I am working with a basic tagger from the NLTK package. I was previously using OpenNLP's tagging system. I am switching because NLTK has more pre-built modules that I could use later on in my project. But the one thing I am now missing is a "Confidence" value given by the tagger.
Originally with the OpenNLP set up I got a numerical value (ranging from 0 to 1) that told me how confident the tagger was in its decision (0 being not at all confident and 1 being completely confident). I was wondering if anyone knew any values in NLTK's tagging system that could work similarly. It doesn't have to be the identical system, but I was hoping for some sort of numerical ranking that would let me easily see if a given tag was something I should be double checking or not.
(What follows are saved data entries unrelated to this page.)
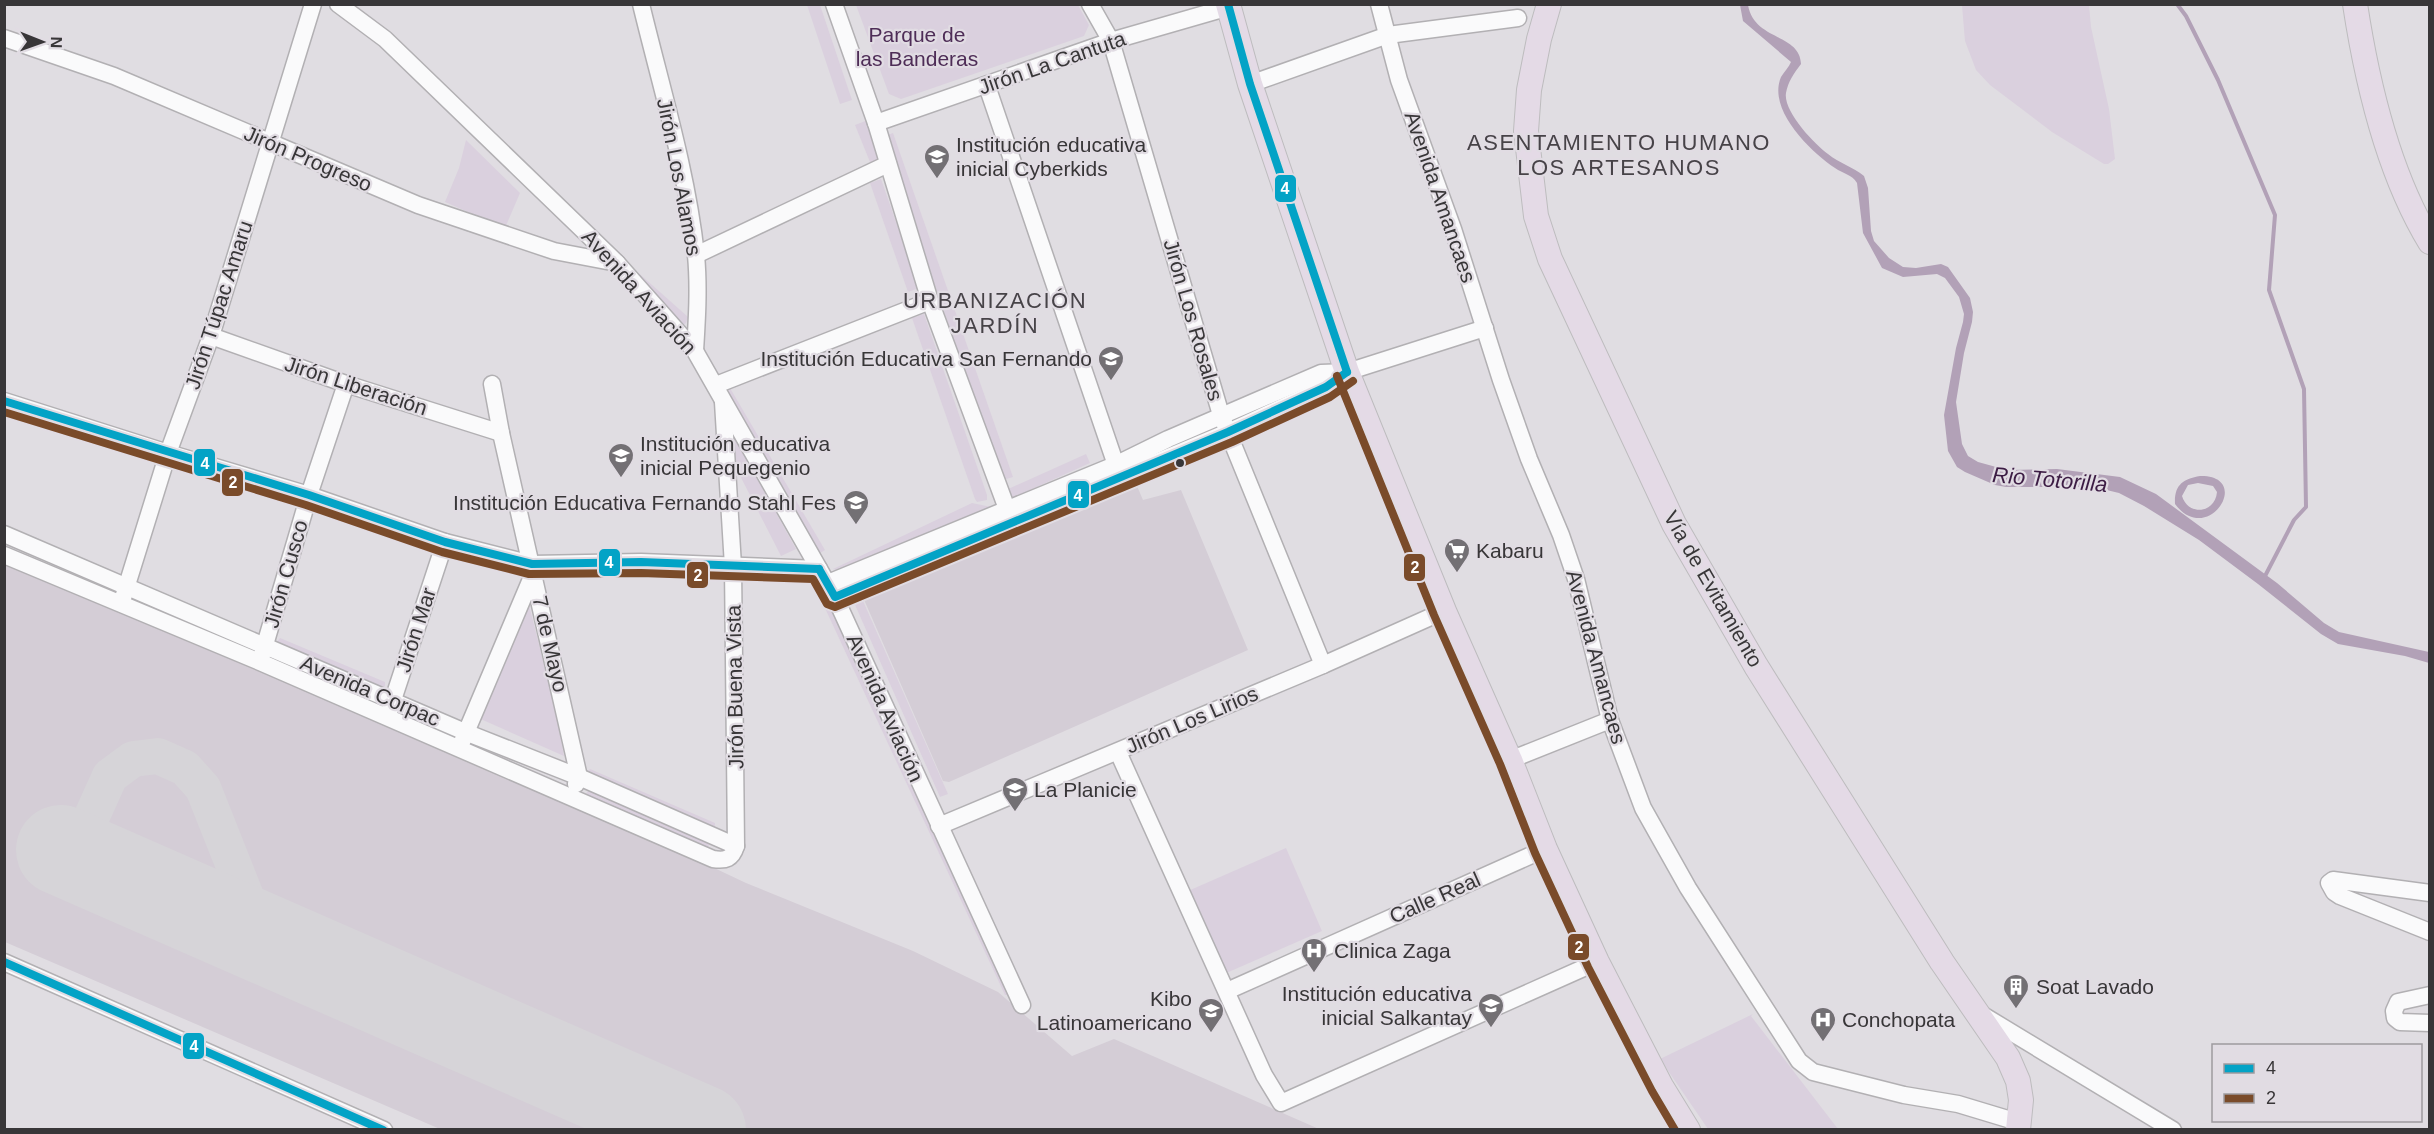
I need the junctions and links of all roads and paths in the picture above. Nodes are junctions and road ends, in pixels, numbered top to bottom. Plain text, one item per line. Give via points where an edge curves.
1 (313, 4) edge
2 (338, 4) edge
3 (641, 4) edge
4 (834, 4) edge
5 (1090, 4) edge
6 (1379, 4) edge
7 (1549, 4) edge
8 (2355, 4) edge
9 (1228, 6) edge
10 (1518, 18) dead end
11 (1388, 34) junction
12 (4, 38) edge
13 (1111, 41) junction
14 (1250, 84) junction
15 (987, 86) junction
16 (876, 123) junction
17 (271, 143) junction
18 (888, 164) junction
19 (2430, 242) edge
20 (696, 255) junction
21 (618, 263) junction
22 (930, 302) junction
23 (1485, 328) junction
24 (212, 336) junction
25 (696, 351) junction
26 (1347, 372) junction
27 (346, 384) junction
28 (492, 384) dead end
29 (716, 385) junction
30 (4, 401) edge
31 (723, 402) junction
32 (1221, 415) junction
33 (1228, 432) junction
34 (501, 433) junction
35 (168, 453) junction
36 (1117, 471) junction
37 (309, 495) junction
38 (1010, 515) junction
39 (4, 534) edge
40 (445, 542) junction
41 (4, 555) edge
42 (733, 566) junction
43 (533, 568) junction
44 (828, 583) junction
45 (127, 588) junction
46 (121, 605) junction
47 (1444, 611) junction
48 (262, 654) junction
49 (1323, 665) junction
50 (393, 701) junction
51 (387, 718) junction
52 (1610, 720) junction
53 (465, 732) junction
54 (459, 749) junction
55 (1118, 752) junction
56 (1510, 760) junction
57 (579, 777) junction
58 (571, 797) junction
59 (939, 826) junction
60 (736, 846) junction
61 (1545, 849) junction
62 (2430, 893) edge
63 (2430, 932) edge
64 (4, 962) edge
65 (1597, 962) junction
66 (1227, 991) junction
67 (2430, 996) edge
68 (1022, 1005) dead end
69 (1978, 1012) junction
70 (2430, 1023) edge
71 (2019, 1126) edge
72 (2163, 1127) edge
73 (384, 1130) edge
74 (1688, 1130) edge

1 - 17 street, Jirón Túpac Amaru
2 - 21 street, Avenida Aviación via 385,39
3 - 20 street, Jirón Los Alamos via 680,166
4 - 16 street
5 - 13 street, Jirón Los Rosales
6 - 11 street, Avenida Amancaes
7 - 69 highway, Vía de Evitamiento via 1529,90 1526,131 1536,216 1550,259 1674,524 1768,686 1942,962
8 - 19 highway via 2377,110 2397,173
9 - 13 street, Jirón La Cantuta
9 - 14 highway
10 - 11 street
11 - 14 street
11 - 23 street, Avenida Amancaes via 1399,80
12 - 17 street, Jirón Progreso via 114,76
13 - 15 street, Jirón La Cantuta
13 - 32 street, Jirón Los Rosales
14 - 26 highway
15 - 16 street, Jirón La Cantuta
15 - 36 street
16 - 18 street
17 - 21 street, Jirón Progreso via 441,212 554,251
17 - 24 street, Jirón Túpac Amaru
18 - 20 street
18 - 22 street
20 - 25 street, Jirón Los Alamos
21 - 25 street, Avenida Aviación
22 - 29 street
22 - 38 street
23 - 26 street
23 - 52 street, Avenida Amancaes via 1529,459 1572,568
24 - 27 street, Jirón Liberación
24 - 35 street, Jirón Túpac Amaru
25 - 29 street, Avenida Aviación
26 - 32 street via 1321,373
26 - 33 street via 1326,387
26 - 47 highway
27 - 34 street, Jirón Liberación
27 - 37 street, Jirón Cusco
28 - 34 street, 7 de Mayo
29 - 31 street, Avenida Aviación
30 - 35 street
31 - 42 street, Jirón Buena Vista
31 - 44 street, Avenida Aviación
32 - 33 street, Jirón Los Rosales
32 - 36 street
33 - 36 street
33 - 49 street, Jirón Los Rosales
34 - 43 street, 7 de Mayo
35 - 37 street
35 - 45 street, Jirón Túpac Amaru
36 - 38 street
37 - 40 street
37 - 48 street, Jirón Cusco
38 - 44 street
39 - 45 street, Avenida Corpac
40 - 43 street
40 - 50 street, Jirón Mar
41 - 46 street, Avenida Corpac
42 - 43 street via 640,562
42 - 44 street
42 - 60 street, Jirón Buena Vista
43 - 53 street
43 - 57 street, 7 de Mayo
44 - 59 street, Avenida Aviación
45 - 46 street, Jirón Túpac Amaru
45 - 48 street, Avenida Corpac
46 - 48 street, Avenida Corpac
47 - 49 street, Jirón Los Lirios
47 - 56 highway
48 - 50 street, Avenida Corpac
48 - 51 street, Avenida Corpac
49 - 55 street, Jirón Los Lirios
50 - 51 street, Jirón Mar
50 - 53 street, Avenida Corpac
51 - 54 street, Avenida Corpac
52 - 56 street
52 - 71 street, Avenida Amancaes via 1643,808 1688,888 1806,1068 1904,1095 1958,1104
53 - 54 street
53 - 57 street, Avenida Corpac
54 - 58 street, Avenida Corpac
55 - 59 street, Jirón Los Lirios
55 - 66 street
56 - 61 highway
57 - 58 street
57 - 60 street, Avenida Corpac
58 - 60 street, Avenida Corpac via 713,859 725,860
59 - 68 street, Avenida Aviación
61 - 65 highway
61 - 66 street, Calle Real
62 - 63 street via 2333,880 2329,883 2340,896
64 - 73 street
65 - 66 street via 1281,1103 1264,1075
65 - 74 highway
67 - 70 street via 2398,1002 2394,1011 2400,1022
69 - 71 highway, Vía de Evitamiento via 2018,1080
69 - 72 street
The one thing I do have in NLTK that is similar to the Confidence Value. Is an overall accuracy rating for the tagger, however that is only provided with a pre-tagged source and is for the overall document not per word basis.
My thoughts were that maybe there was some statistical determining as to which tag is chosen for words and if I could get that it might be usable as a similar measure but I cannot find anything of the like.
Thanks!
NLTK Taggers do not provide a direct confidence value for each token, but the Naive Bayes Tagger allows to pass a cutoff probability:
tagger = ClassifierBasedPOSTagger(train=training_sentences, cutoff_prob=0.95)
The tagger will then return None if the confidence for the POS tag is below 95 %. I found 0.95 to be a good tradeoff between precision and recall (of course this depends on the needs of your application).